En cette année qui marque les 75 ans des bombardements atomiques de Hiroshima et Nagasaki, la photographe a pu consacrer l’intégralité du mois d’août, qui est la période annuelle au Japon de commémoration de la Seconde Guerre mondiale, à l’exposition de ses œuvres.

Galerie photo dans le quartier de Shiodome à Tokyo. La photographe Dôune Hiroko est aidée par sa fille pour monter l'exposition.
Galerie photo dans le quartier de Shiodome à Tokyo. La photographe Dôune Hiroko est aidée par sa fille pour monter l’exposition.

Rapprocher le public des hibakusha

L’exposition porte non seulement sur les hibakusha mais aussi leurs enfants et petits-enfants, car Mme Dôune s’inquiète que plus de 70 ans après les bombardements, la génération actuelle ne soit pas préoccupée par les questions de conflit et de paix.

« Il est difficile pour nous qui n’avons pas connu la guerre d’assimiler les témoignages des hibakusha comme si c’était notre propre histoire ou de visiter les sites des bombardements avec un intérêt profond. Comment faire pour susciter l’attention du public ? Je me suis dit que la réponse se trouvait près de chacun de nous. Nous sommes tous attirés par les histoires de famille. Et qui de mieux que des membres de la famille pour écouter les récits des survivants qui n’ont pas encore eu l’occasion de partager leur expérience ? »

Les participants ont été trouvés à travers des amis ou grâce à des annonces sur Internet. Lors des séances photo, Mme Dôune prend le temps pour s’entretenir avec les petits-enfants des hibakusha, afin qu’ils puissent raconter de leur point de vue les expériences vécues par leurs grands-parents. Ces récits sont inscrits sous les photographies présentées lors de l’exposition.

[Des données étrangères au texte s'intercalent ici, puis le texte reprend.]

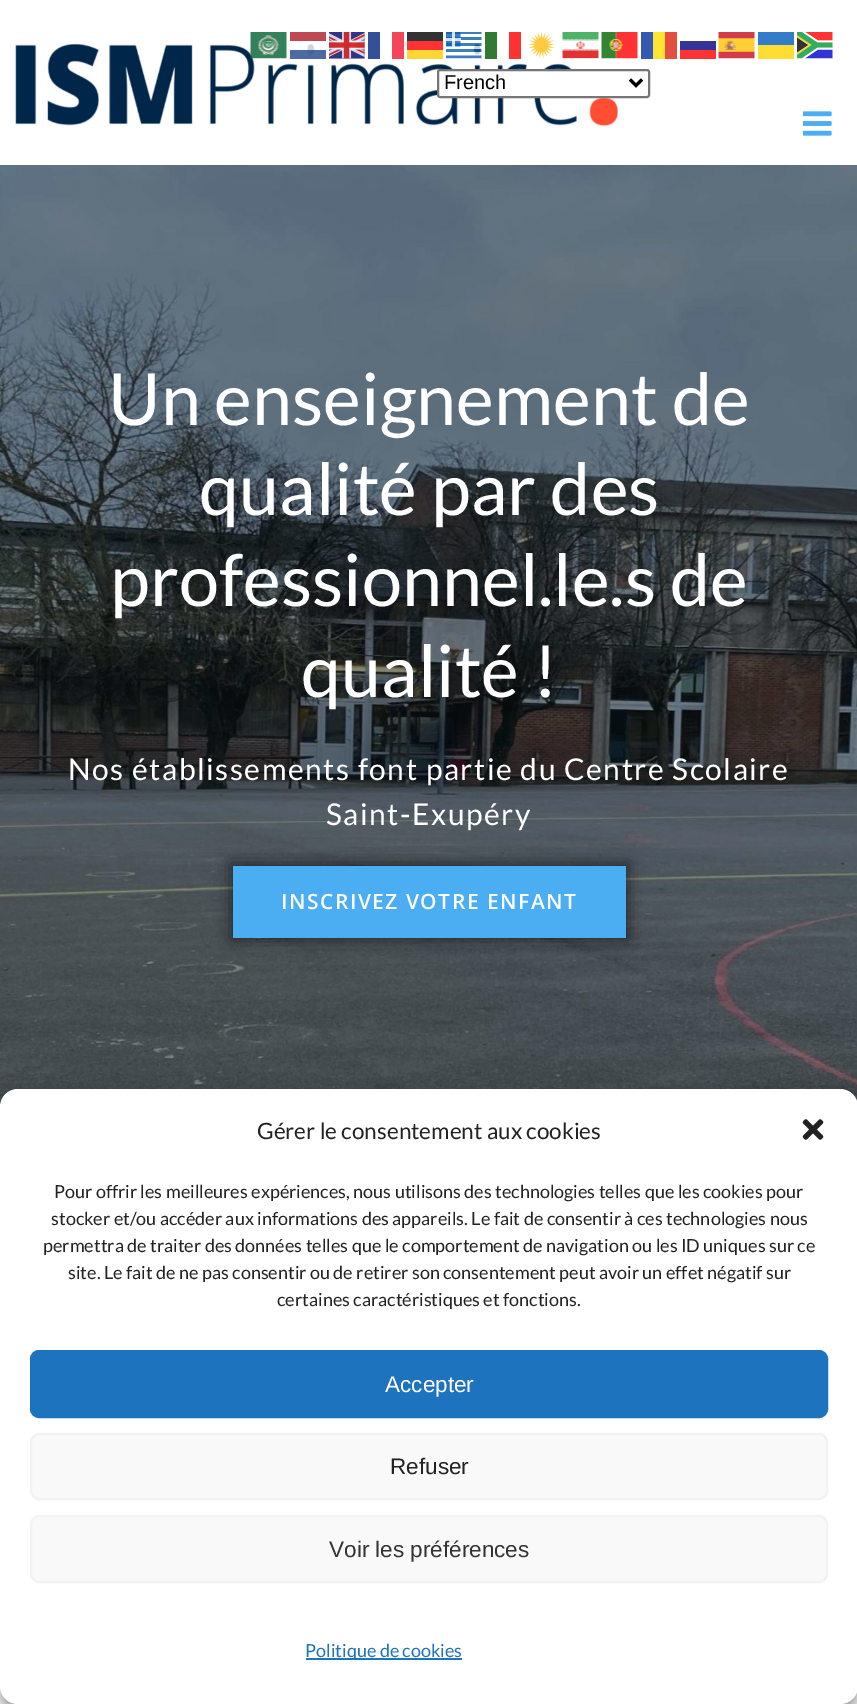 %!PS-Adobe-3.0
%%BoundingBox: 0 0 857 1704
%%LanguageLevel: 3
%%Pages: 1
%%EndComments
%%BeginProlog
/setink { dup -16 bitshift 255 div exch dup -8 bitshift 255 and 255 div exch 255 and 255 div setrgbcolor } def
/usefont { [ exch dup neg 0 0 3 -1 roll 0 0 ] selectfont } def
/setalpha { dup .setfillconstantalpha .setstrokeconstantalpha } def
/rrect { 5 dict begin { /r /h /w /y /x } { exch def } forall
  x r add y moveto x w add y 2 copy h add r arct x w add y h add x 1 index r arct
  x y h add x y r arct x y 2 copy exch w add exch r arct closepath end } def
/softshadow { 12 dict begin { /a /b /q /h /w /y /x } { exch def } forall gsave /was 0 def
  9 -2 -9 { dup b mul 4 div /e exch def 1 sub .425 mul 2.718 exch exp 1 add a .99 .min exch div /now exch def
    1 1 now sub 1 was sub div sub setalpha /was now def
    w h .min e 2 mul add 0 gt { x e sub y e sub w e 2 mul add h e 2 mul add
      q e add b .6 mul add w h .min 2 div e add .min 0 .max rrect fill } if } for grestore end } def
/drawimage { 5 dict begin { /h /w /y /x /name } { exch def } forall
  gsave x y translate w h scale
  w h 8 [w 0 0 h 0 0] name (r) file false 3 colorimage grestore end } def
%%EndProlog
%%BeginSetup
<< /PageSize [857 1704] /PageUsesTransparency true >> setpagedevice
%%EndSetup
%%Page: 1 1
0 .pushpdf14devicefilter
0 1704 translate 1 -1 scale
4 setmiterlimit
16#FFFFFF setink
0 0 857 1704 rectfill
(img9.raw) 15 43 603 84 drawimage
(img1.raw) 250 32 37 27 drawimage
16#BE4953 setink
290 32 36 9 rectfill
(img2.raw) 329 32 36 27 drawimage
[
    [368 32 12 27 16#335199]
    [392 32 12 27 16#F54659]
    [407 32 36 9 16#333333]
] { aload pop setink rectfill } forall
(img3.raw) 446 32 36 27 drawimage
16#337933 setink
485 32 12 27 rectfill
16#FD3333 setink
509 32 12 27 rectfill
(img4.raw) 528 32 27 27 drawimage
(img5.raw) 562 32 37 27 drawimage
(img6.raw) 601 32 37 27 drawimage
[
    [641 32 12 27 16#335AB0]
    [653 32 12 27 16#FFE533]
    [665 32 12 27 16#E54D40]
] { aload pop setink rectfill } forall
(img7.raw) 718 32 37 27 drawimage
16#337CC9 setink
758 32 36 13 rectfill
(img8.raw) 797 32 36 27 drawimage
0.8 setalpha
[
    [307 43 8 13 16#FFFFFF]
] { aload pop setink rectfill } forall
1 setalpha
[
    [407 41 36 9 16#FF3333]
    [680 41 36 9 16#343498]
    [758 45 36 14 16#FFDD33]
] { aload pop setink rectfill } forall
0.8 setalpha
[
    [290 50 36 9 16#21468B]
] { aload pop setink rectfill } forall
1 setalpha
[
    [407 50 36 9 16#FFD633]
    [680 50 36 9 16#FE3434]
] { aload pop setink rectfill } forall
16#FFFFFF setink
438 70 211 27 2 rrect gsave fill grestore
16#767676 setink
2 setlinewidth
stroke
16#000000 setink
3 setlinewidth
630 79.5 moveto 636 85.5 lineto 642 79.5 lineto stroke
/LiberationSans-Regular 20 usefont
444 89 moveto (French) show
(img10.raw) 803 111 29 25 drawimage
(img11.raw) 0 165 857 942 drawimage
/Lato-Regular 72 usefont
16#FFFFFF setink
[
    [(Un enseignement de) 108 425]
    [(qualité par des) 199 515]
    [(professionnel.le.s de) 110 606]
    [(qualité !) 301 697]
] { aload pop moveto show } forall
/Lato-Regular 30 usefont
68 780 moveto 1.5 0 (Nos établissements font partie du Centre Scolaire) ashow
326 825 moveto 1.5 0 (Saint-Exupéry) ashow
16#000000 setink
230 863 399 78 0 7.5 0.5 softshadow
16#4BAEF3 setink
233 866 393 72 rectfill
/OpenSans-SemiBold 21 usefont
16#FFFFFF setink
281 909 moveto 1.5 0 (INSCRIVEZ VOTRE ENFANT) ashow
16#000000 setink
0 1098 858 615 18 4.5 0.23 softshadow
0 1104 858 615 18 15 0.19 softshadow
16#FFFFFF setink
0 1089 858 615 18 rrect fill
/Lato-Regular 22.5 usefont
16#222222 setink
257 1139 moveto (Gérer le consentement aux cookies) show
(img12.raw) 802 1119 22 21 drawimage
/Lato-Regular 18 usefont
[
    [(Pour offrir les meilleures expériences, nous utilisons des technologies telles que les cookies pour) 54 1198]
    [(stocker et/ou accéder aux informations des appareils. Le fait de consentir à ces technologies nous) 51 1225]
    [(permettra de traiter des données telles que le comportement de navigation ou les ID uniques sur ce) 43 1252]
    [(site. Le fait de ne pas consentir ou de retirer son consentement peut avoir un effet négatif sur) 68 1279]
    [(certaines caractéristiques et fonctions.) 277 1306]
] { aload pop moveto show } forall
16#1E73BE setink
31 1351 796 66 8 rrect gsave fill grestore
2 setlinewidth
stroke
/LiberationSans-Regular 22.5 usefont
16#FFFFFF setink
385 1392 moveto (Accepter) show
16#F9F9F9 setink
31 1434 796 65 8 rrect gsave fill grestore
16#F2F2F2 setink
stroke
16#222222 setink
390 1474 moveto (Refuser) show
16#F9F9F9 setink
31 1516 796 66 8 rrect gsave fill grestore
16#F2F2F2 setink
stroke
16#333333 setink
329 1557 moveto (Voir les préférences) show
16#1E73BE setink
306 1658 156 2 rectfill
/Lato-Regular 18 usefont
305 1657 moveto (Politique de cookies) show
.poppdf14devicefilter showpage
%%EOF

Un couple avec leurs grands-mères hibakusha et d'autres membres de leurs familles réunis en face du dôme de Genbaku en novembre 2016. « En développant cette photo, j'ai réalisé que c'est parce que ces deux grands-mères ont survécu que cette famille existe aujourd’hui, se rappelle Mme Dôune. Toutes ces vies sont liées les unes autres grâce à elles. » Cette œuvre a été l'un des tournants de sa carrière de photographe.

Un couple avec leurs grands-mères hibakusha et d’autres membres de leurs familles réunis en face du Dôme de la bombe atomique en novembre 2016. « En développant cette photo, j’ai réalisé que c’est parce que ces deux grands-mères ont survécu que cette famille existe aujourd’hui, se rappelle Mme Dôune. Toutes ces vies sont liées les unes autres grâce à elles. » Cette œuvre a été l’un des tournants de sa carrière de photographe.
©Dôune Hiroko

Un projet qui a commencé à tâtons

Mme Dôune a toujours été intéressée par les questions de guerre et de paix, participant dès le lycée à des cérémonies commémoratives à Hiroshima en tant que bénévole.

« Comme j’ai grandi à Hiroshima, j’étais habituée à voir les cicatrices chéloïdiennes des personnes âgées quand j’allais au sentô (bain public). Certains de mes proches n’hésitaient pas à me montrer leurs cicatrices à chaque fois que je les rencontrais. Quand j’étais petite, je n’aimais pas les voir, elles me faisaient peur. Cependant, ma vision a changé à 9 ans lors de l’un des événements des “camps de la paix de Hiroshima”. Pour la première fois, j’ai écouté des histoires de guerre autres que celles de la bombe atomique. Je me suis rendue compte que nous étions tous concernés et que je ne pouvais plus détourner les yeux de ce sujet. »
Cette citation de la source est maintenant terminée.